Required work:
Print every entry below again. Nothing may differ from the original.

(Saved entries)
*** Block opens ***

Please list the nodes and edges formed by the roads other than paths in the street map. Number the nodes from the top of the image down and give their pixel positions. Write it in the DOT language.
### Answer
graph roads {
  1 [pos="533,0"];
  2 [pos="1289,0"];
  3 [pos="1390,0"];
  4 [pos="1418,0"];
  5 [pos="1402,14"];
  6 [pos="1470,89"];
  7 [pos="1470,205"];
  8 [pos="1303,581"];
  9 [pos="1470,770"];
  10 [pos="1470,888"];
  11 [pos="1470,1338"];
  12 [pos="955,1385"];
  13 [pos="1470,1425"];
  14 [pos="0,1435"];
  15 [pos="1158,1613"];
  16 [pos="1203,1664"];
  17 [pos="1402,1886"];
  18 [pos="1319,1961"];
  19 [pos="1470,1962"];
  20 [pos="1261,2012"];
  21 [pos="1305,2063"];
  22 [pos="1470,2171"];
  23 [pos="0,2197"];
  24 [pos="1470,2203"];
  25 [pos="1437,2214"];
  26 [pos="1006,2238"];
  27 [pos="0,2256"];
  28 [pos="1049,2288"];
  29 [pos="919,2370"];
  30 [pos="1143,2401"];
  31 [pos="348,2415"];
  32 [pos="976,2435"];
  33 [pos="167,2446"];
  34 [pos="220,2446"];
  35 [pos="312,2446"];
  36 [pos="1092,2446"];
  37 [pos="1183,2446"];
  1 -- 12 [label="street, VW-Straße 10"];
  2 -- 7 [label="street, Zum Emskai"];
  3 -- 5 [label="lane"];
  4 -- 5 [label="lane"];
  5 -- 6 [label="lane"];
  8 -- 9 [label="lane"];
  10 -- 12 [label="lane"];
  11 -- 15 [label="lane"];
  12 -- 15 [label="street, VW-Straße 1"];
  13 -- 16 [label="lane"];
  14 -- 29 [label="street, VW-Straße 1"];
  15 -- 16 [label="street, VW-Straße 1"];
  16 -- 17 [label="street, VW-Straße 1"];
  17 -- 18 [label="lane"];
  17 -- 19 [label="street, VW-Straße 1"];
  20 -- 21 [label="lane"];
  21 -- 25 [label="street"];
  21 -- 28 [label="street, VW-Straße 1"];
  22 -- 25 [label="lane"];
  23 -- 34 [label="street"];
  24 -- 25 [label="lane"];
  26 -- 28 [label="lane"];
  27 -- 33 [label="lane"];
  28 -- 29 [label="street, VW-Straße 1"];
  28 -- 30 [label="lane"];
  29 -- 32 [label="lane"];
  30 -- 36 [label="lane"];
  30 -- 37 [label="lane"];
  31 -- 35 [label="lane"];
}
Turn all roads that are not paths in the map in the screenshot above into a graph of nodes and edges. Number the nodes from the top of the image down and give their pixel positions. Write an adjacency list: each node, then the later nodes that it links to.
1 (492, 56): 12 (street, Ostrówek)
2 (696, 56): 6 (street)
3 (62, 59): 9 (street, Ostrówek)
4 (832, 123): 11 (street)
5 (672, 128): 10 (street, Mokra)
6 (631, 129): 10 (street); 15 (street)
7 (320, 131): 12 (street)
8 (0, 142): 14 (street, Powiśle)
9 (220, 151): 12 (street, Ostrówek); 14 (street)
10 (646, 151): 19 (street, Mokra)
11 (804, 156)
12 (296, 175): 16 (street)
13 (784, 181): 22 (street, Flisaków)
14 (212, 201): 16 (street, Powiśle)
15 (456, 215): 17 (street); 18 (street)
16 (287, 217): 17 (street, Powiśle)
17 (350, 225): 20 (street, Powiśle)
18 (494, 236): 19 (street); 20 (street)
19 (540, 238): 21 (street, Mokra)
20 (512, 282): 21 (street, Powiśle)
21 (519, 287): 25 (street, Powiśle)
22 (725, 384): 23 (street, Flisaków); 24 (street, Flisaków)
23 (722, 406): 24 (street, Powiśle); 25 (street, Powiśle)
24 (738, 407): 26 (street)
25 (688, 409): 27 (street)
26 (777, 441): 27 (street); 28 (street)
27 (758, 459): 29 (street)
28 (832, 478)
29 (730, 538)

*** Block closes ***

Reply:
Please list the nodes and edges formed by the roads other than paths in the street map. Number the nodes from the top of the image down and give their pixel positions. Write it in the DOT language.
### Answer
graph roads {
  1 [pos="533,0"];
  2 [pos="1289,0"];
  3 [pos="1390,0"];
  4 [pos="1418,0"];
  5 [pos="1402,14"];
  6 [pos="1470,89"];
  7 [pos="1470,205"];
  8 [pos="1303,581"];
  9 [pos="1470,770"];
  10 [pos="1470,888"];
  11 [pos="1470,1338"];
  12 [pos="955,1385"];
  13 [pos="1470,1425"];
  14 [pos="0,1435"];
  15 [pos="1158,1613"];
  16 [pos="1203,1664"];
  17 [pos="1402,1886"];
  18 [pos="1319,1961"];
  19 [pos="1470,1962"];
  20 [pos="1261,2012"];
  21 [pos="1305,2063"];
  22 [pos="1470,2171"];
  23 [pos="0,2197"];
  24 [pos="1470,2203"];
  25 [pos="1437,2214"];
  26 [pos="1006,2238"];
  27 [pos="0,2256"];
  28 [pos="1049,2288"];
  29 [pos="919,2370"];
  30 [pos="1143,2401"];
  31 [pos="348,2415"];
  32 [pos="976,2435"];
  33 [pos="167,2446"];
  34 [pos="220,2446"];
  35 [pos="312,2446"];
  36 [pos="1092,2446"];
  37 [pos="1183,2446"];
  1 -- 12 [label="street, VW-Straße 10"];
  2 -- 7 [label="street, Zum Emskai"];
  3 -- 5 [label="lane"];
  4 -- 5 [label="lane"];
  5 -- 6 [label="lane"];
  8 -- 9 [label="lane"];
  10 -- 12 [label="lane"];
  11 -- 15 [label="lane"];
  12 -- 15 [label="street, VW-Straße 1"];
  13 -- 16 [label="lane"];
  14 -- 29 [label="street, VW-Straße 1"];
  15 -- 16 [label="street, VW-Straße 1"];
  16 -- 17 [label="street, VW-Straße 1"];
  17 -- 18 [label="lane"];
  17 -- 19 [label="street, VW-Straße 1"];
  20 -- 21 [label="lane"];
  21 -- 25 [label="street"];
  21 -- 28 [label="street, VW-Straße 1"];
  22 -- 25 [label="lane"];
  23 -- 34 [label="street"];
  24 -- 25 [label="lane"];
  26 -- 28 [label="lane"];
  27 -- 33 [label="lane"];
  28 -- 29 [label="street, VW-Straße 1"];
  28 -- 30 [label="lane"];
  29 -- 32 [label="lane"];
  30 -- 36 [label="lane"];
  30 -- 37 [label="lane"];
  31 -- 35 [label="lane"];
}
Turn all roads that are not paths in the map in the screenshot above into a graph of nodes and edges. Number the nodes from the top of the image down and give their pixel positions. Write an adjacency list: each node, then the later nodes that it links to.
1 (492, 56): 12 (street, Ostrówek)
2 (696, 56): 6 (street)
3 (62, 59): 9 (street, Ostrówek)
4 (832, 123): 11 (street)
5 (672, 128): 10 (street, Mokra)
6 (631, 129): 10 (street); 15 (street)
7 (320, 131): 12 (street)
8 (0, 142): 14 (street, Powiśle)
9 (220, 151): 12 (street, Ostrówek); 14 (street)
10 (646, 151): 19 (street, Mokra)
11 (804, 156)
12 (296, 175): 16 (street)
13 (784, 181): 22 (street, Flisaków)
14 (212, 201): 16 (street, Powiśle)
15 (456, 215): 17 (street); 18 (street)
16 (287, 217): 17 (street, Powiśle)
17 (350, 225): 20 (street, Powiśle)
18 (494, 236): 19 (street); 20 (street)
19 (540, 238): 21 (street, Mokra)
20 (512, 282): 21 (street, Powiśle)
21 (519, 287): 25 (street, Powiśle)
22 (725, 384): 23 (street, Flisaków); 24 (street, Flisaków)
23 (722, 406): 24 (street, Powiśle); 25 (street, Powiśle)
24 (738, 407): 26 (street)
25 (688, 409): 27 (street)
26 (777, 441): 27 (street); 28 (street)
27 (758, 459): 29 (street)
28 (832, 478)
29 (730, 538)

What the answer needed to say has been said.